I’m still waiting for the results of the microbiome. The analysis will take some time. For the cyanobacteria, I wanted to see if we could use them to transform elements present on Mars into plant nutrients, so that we could cultivate plants from Martian resources, one of the components of CyBLiSS. The results we got in the dome confirm that the idea is feasible. Now I can’t wait to find a well-equipped laboratory to formalize these results!
Any particularly funny DIY anecdote to wrap up?

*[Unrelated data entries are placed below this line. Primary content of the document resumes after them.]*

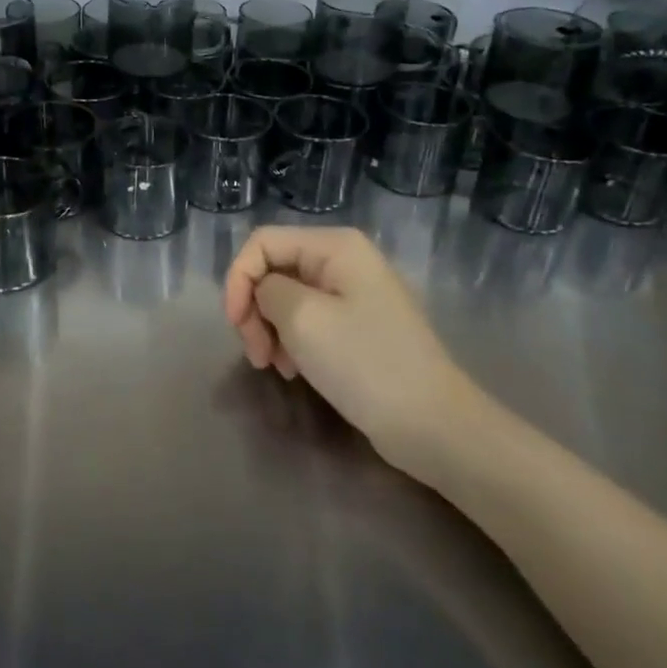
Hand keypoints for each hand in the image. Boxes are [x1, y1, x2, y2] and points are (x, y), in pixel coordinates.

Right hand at [223, 226, 489, 483]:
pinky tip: (293, 370)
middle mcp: (344, 261)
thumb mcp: (302, 319)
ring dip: (270, 330)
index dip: (238, 278)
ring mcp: (352, 295)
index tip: (234, 324)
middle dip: (254, 309)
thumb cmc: (365, 363)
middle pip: (273, 270)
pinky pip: (307, 321)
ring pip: (286, 298)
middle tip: (255, 354)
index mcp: (335, 246)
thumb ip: (267, 290)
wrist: (432, 425)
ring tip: (276, 367)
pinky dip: (291, 342)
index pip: (262, 243)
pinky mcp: (356, 327)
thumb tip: (262, 291)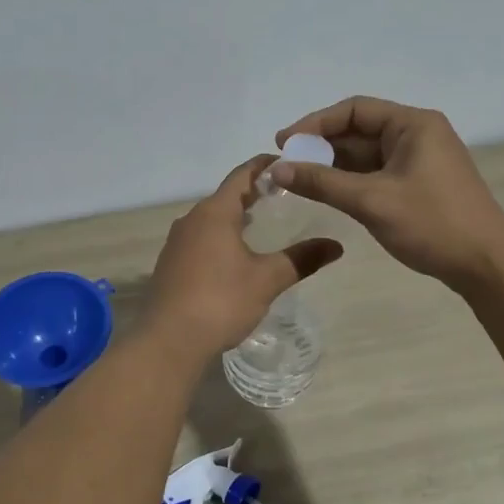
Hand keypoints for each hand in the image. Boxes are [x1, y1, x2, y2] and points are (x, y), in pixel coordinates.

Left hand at [140, 156, 343, 359]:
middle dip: (252, 192)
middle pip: (225, 196)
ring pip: (210, 219)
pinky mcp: (170, 265)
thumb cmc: (221, 301)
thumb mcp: (267, 279)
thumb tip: (336, 246)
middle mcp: (191, 220)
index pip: (241, 175)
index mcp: (214, 213)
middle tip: (282, 194)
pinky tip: (234, 255)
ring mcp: (176, 243)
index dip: (264, 166)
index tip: (286, 162)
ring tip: (262, 223)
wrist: (168, 341)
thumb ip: (301, 259)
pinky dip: (220, 237)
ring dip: (235, 216)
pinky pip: (200, 239)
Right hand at [273, 97, 503, 292]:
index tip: (283, 142)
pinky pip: (376, 173)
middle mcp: (417, 134)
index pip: (354, 110)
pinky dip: (350, 180)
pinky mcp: (419, 184)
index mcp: (413, 124)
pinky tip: (327, 192)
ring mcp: (420, 160)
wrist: (487, 265)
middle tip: (285, 165)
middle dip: (321, 146)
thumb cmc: (432, 223)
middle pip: (359, 131)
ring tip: (298, 180)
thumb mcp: (371, 201)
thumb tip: (276, 168)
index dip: (315, 124)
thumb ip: (322, 182)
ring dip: (333, 165)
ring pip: (366, 154)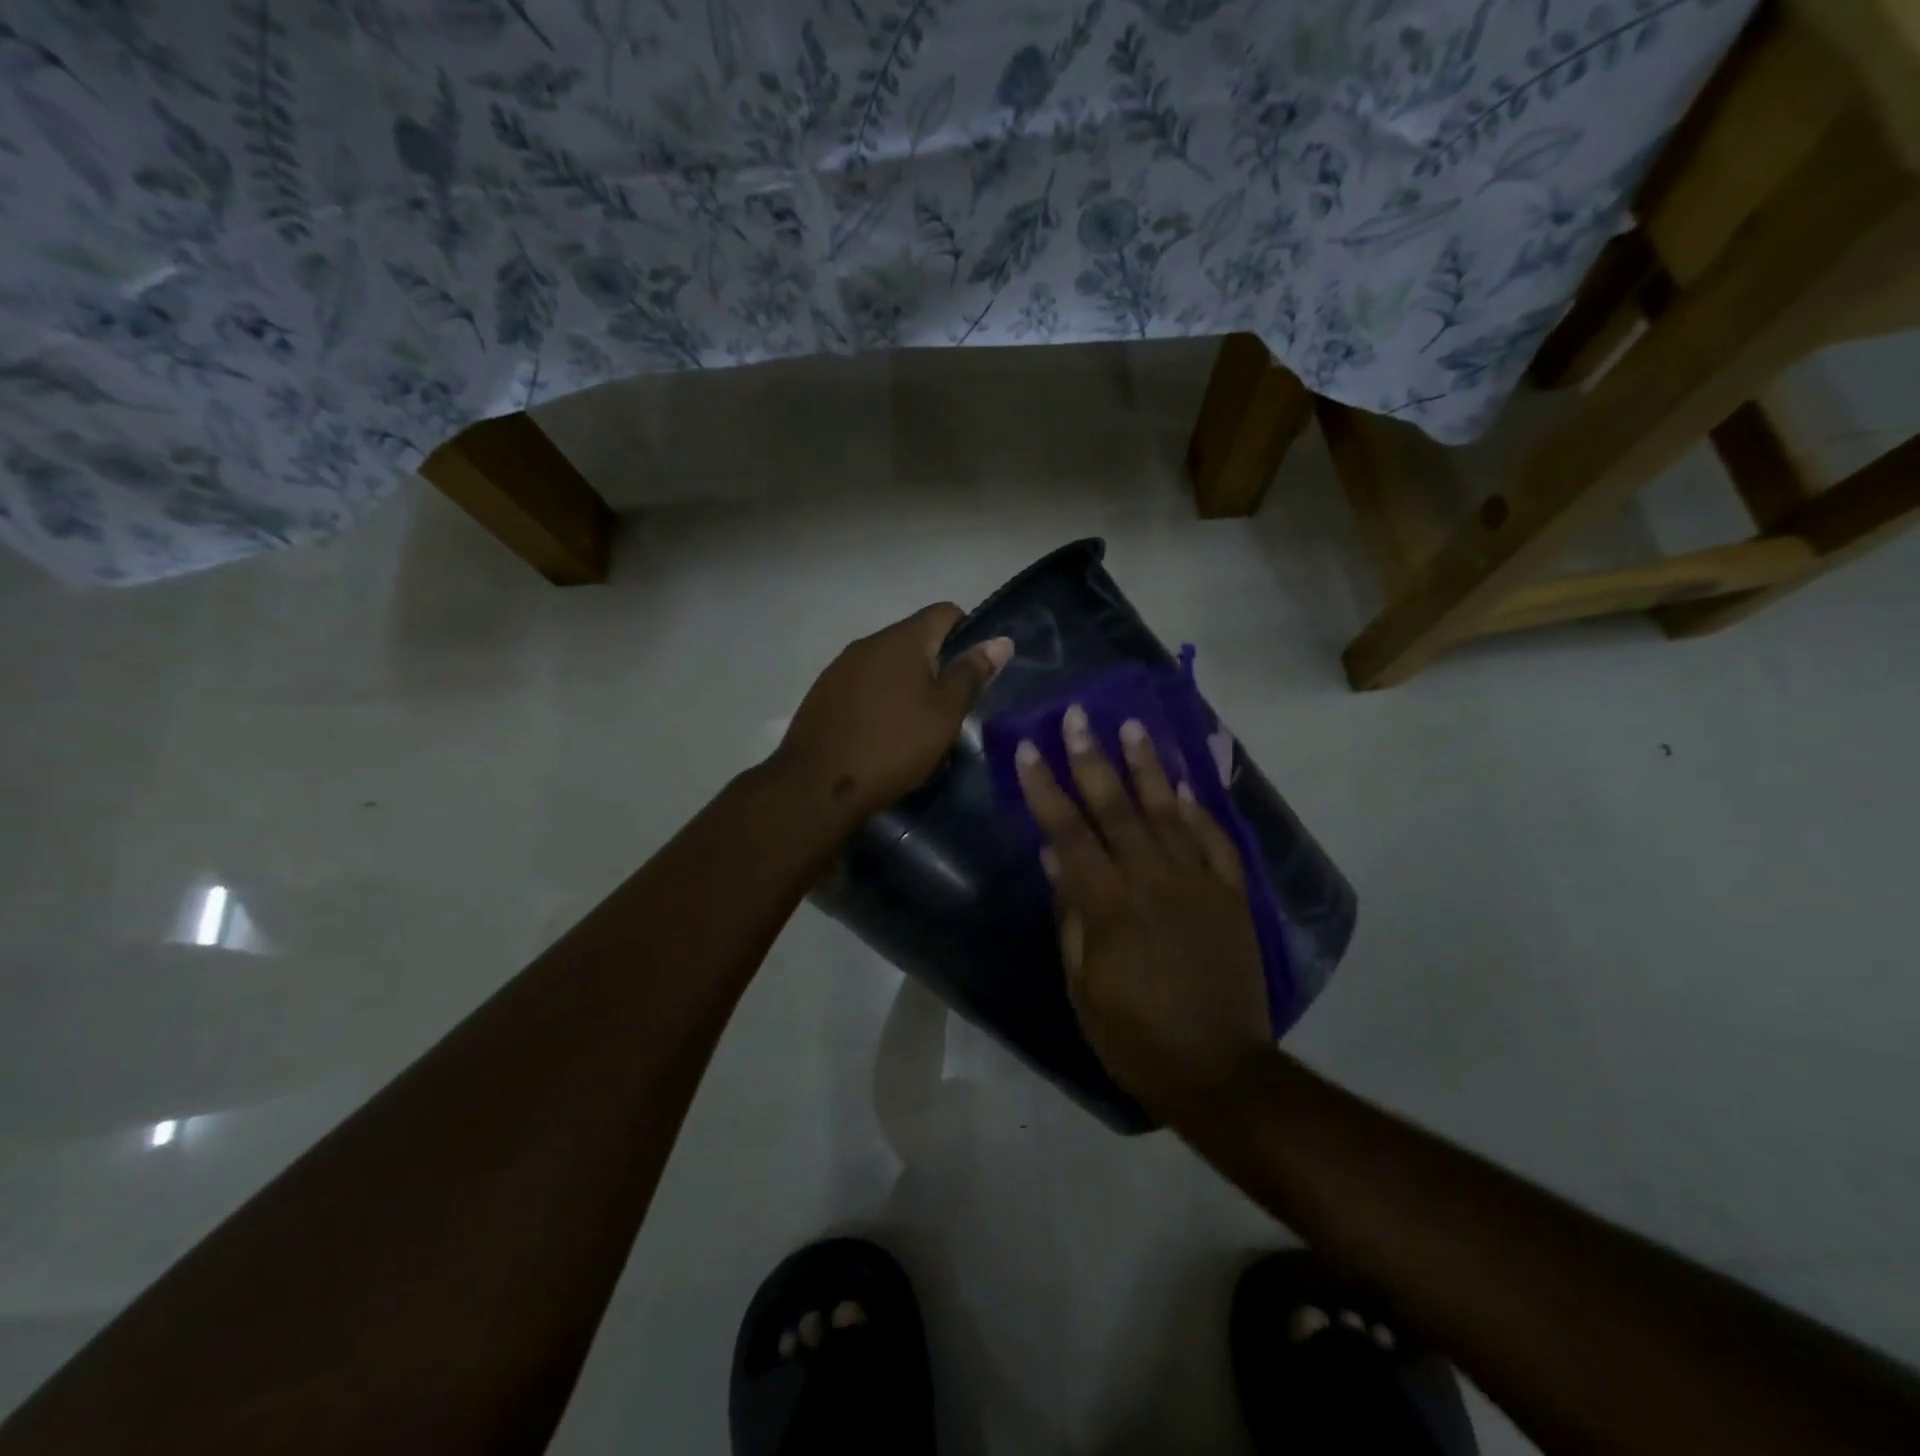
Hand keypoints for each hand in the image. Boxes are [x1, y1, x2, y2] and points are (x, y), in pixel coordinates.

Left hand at [774, 604, 1012, 823]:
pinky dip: (879, 699)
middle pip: (914, 638)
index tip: (973, 673)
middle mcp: (868, 642)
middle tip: (949, 708)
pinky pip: (862, 685)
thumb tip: (1000, 641)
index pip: (945, 613)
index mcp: (902, 639)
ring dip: (906, 683)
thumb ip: (971, 674)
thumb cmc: (893, 746)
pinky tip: (881, 733)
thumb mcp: (944, 714)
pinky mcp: (823, 693)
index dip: (967, 634)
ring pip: (887, 664)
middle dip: (936, 665)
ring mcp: (840, 667)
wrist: (817, 785)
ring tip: (915, 725)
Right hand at [1016, 707, 1272, 1123]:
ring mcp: (1198, 884)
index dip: (1045, 789)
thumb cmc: (1134, 1036)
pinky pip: (1215, 841)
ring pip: (1168, 812)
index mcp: (1109, 905)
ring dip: (1148, 767)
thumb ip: (1070, 915)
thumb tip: (1053, 858)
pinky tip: (1186, 783)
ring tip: (1132, 727)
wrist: (1218, 1069)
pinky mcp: (1231, 896)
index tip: (1028, 750)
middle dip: (1092, 758)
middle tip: (1079, 715)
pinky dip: (1200, 809)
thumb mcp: (1083, 985)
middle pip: (1117, 808)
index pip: (1069, 832)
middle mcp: (1153, 881)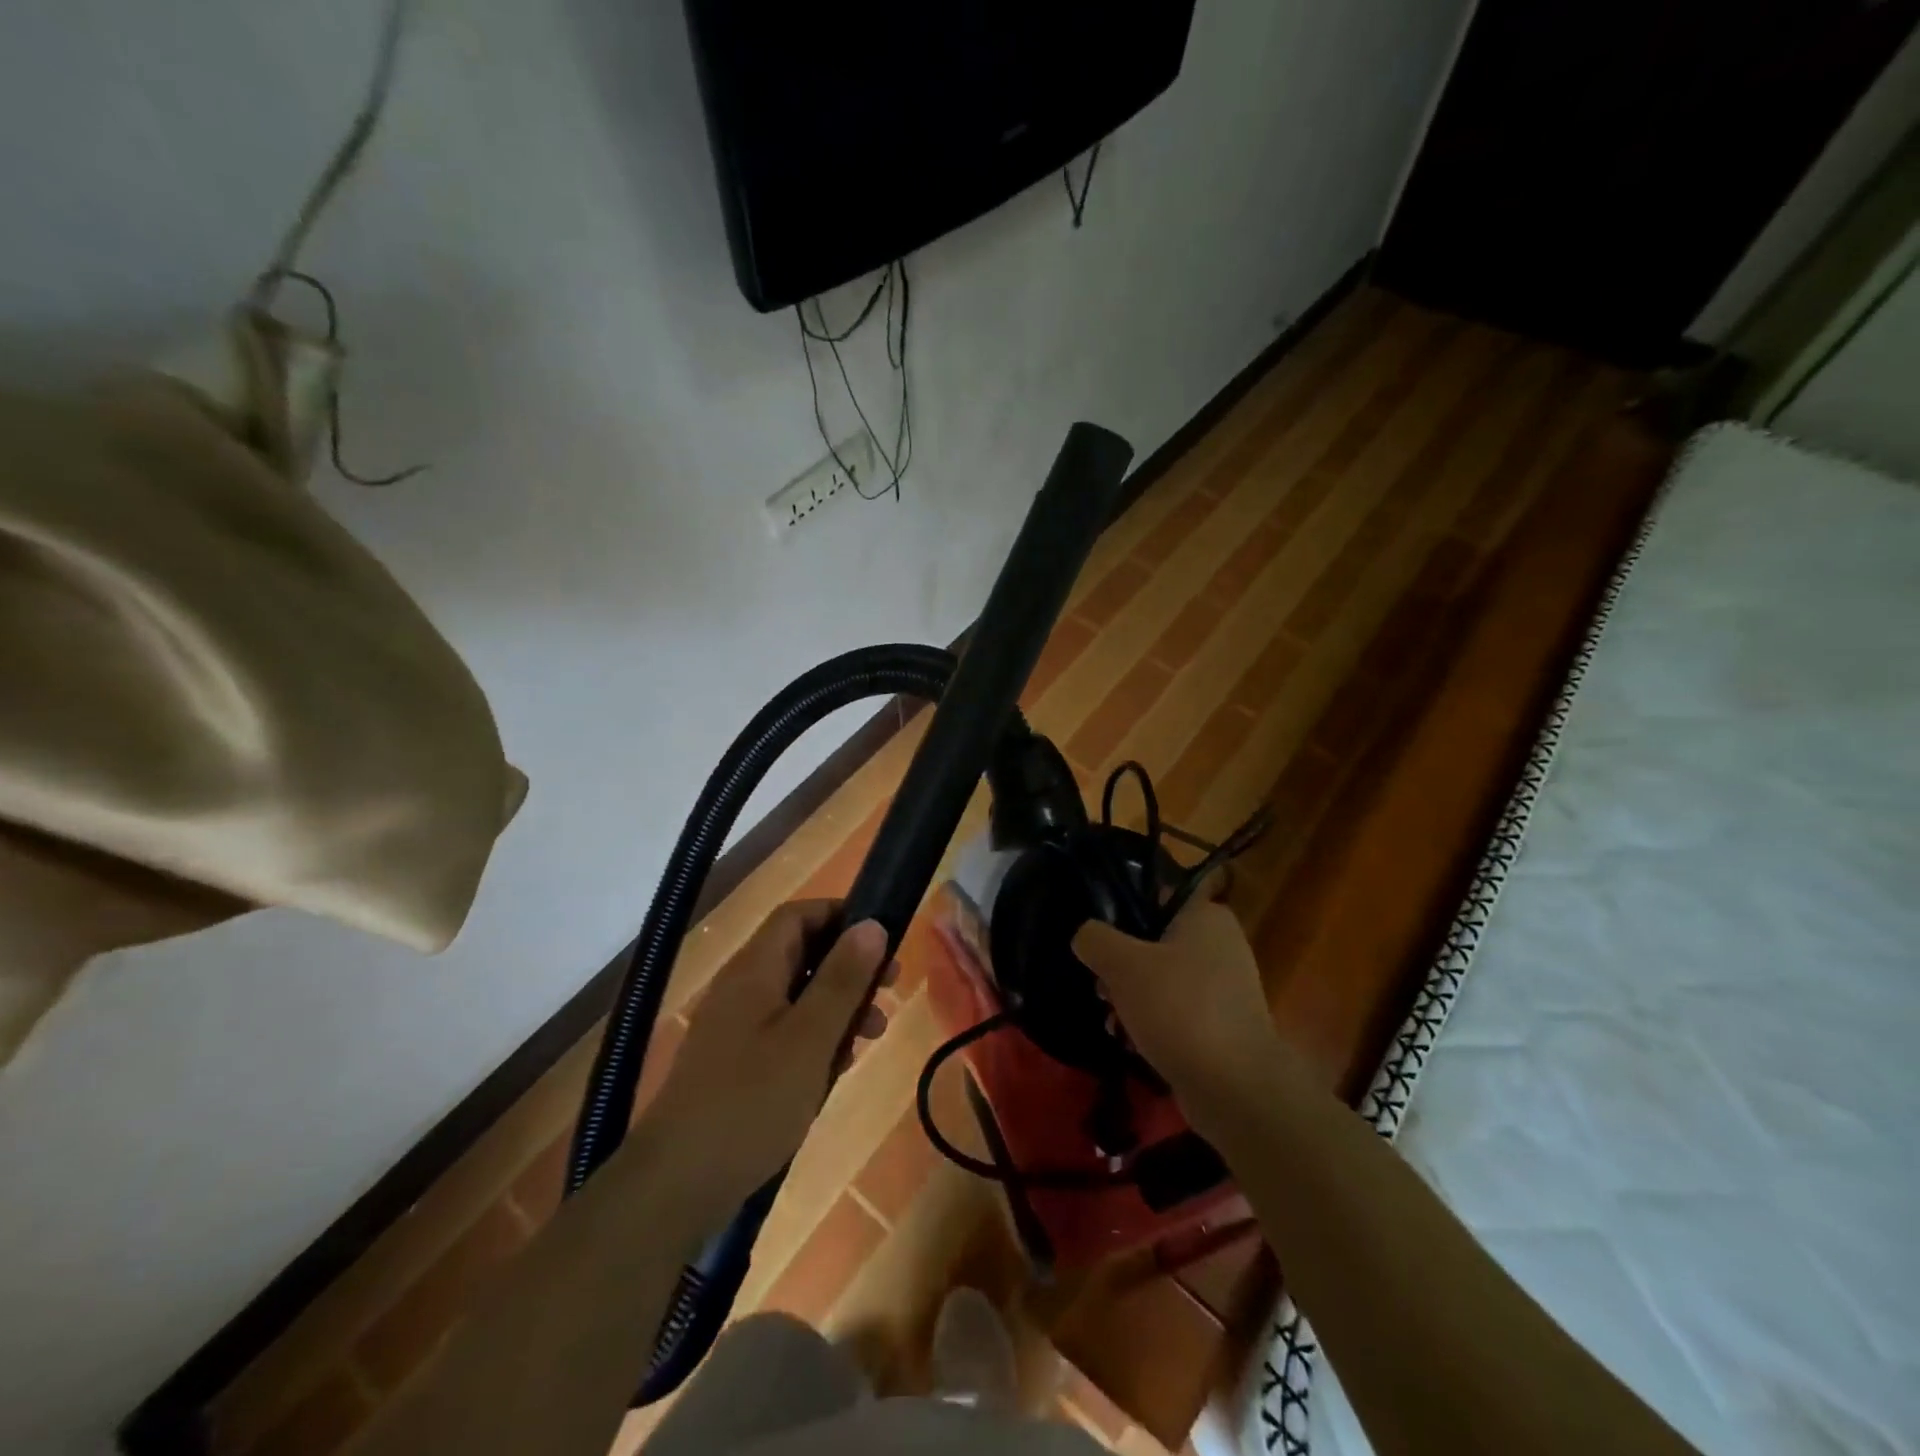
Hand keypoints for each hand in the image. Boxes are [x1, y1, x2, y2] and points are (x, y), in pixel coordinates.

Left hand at [638, 902, 892, 1216]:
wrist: (676, 1186)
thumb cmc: (751, 1102)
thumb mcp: (810, 1038)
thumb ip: (842, 979)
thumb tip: (872, 924)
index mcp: (754, 969)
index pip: (798, 915)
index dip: (841, 915)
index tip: (882, 938)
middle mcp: (742, 988)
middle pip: (801, 954)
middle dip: (848, 968)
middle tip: (888, 990)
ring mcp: (735, 1027)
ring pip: (797, 996)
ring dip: (838, 1007)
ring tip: (872, 1036)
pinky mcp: (735, 1062)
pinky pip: (784, 1032)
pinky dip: (815, 1039)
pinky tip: (835, 1070)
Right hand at [1072, 876, 1280, 1122]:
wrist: (1234, 1088)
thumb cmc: (1179, 1008)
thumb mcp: (1122, 964)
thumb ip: (1095, 939)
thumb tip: (1085, 936)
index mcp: (1206, 916)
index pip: (1155, 897)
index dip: (1121, 914)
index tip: (1096, 939)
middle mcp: (1221, 945)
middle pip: (1154, 943)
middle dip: (1121, 967)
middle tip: (1100, 986)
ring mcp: (1225, 988)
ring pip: (1162, 980)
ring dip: (1132, 998)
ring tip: (1112, 1021)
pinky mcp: (1222, 1026)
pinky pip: (1177, 1013)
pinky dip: (1153, 1023)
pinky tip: (1131, 1042)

I have a rather personal story… with a vacuum pump. We had a vacuum filter between a vase and a container, so in principle, we put the liquid on top, we suction it with a vacuum pump, and the liquid moves to the bottom container. Except that we couldn’t find a vacuum pump. So I put a pipe on the vacuum end, hermetically attached a syringe and used it as a mouthpiece to suction and create a vacuum. I spent a dozen hours laboriously sucking with my mouth. Once I was finished, I put down the syringe and took a deep breath. Then I looked at the wall and thought, “What’s that hanging on the wall hook?” It was a vacuum pump! Except that it looked like a glue gun and not at all like what I was looking for. I had seen it but hadn’t realized it at all. I found myself quite annoyed, with aching muscles. I had just spent 12 hours pumping like a Shadok!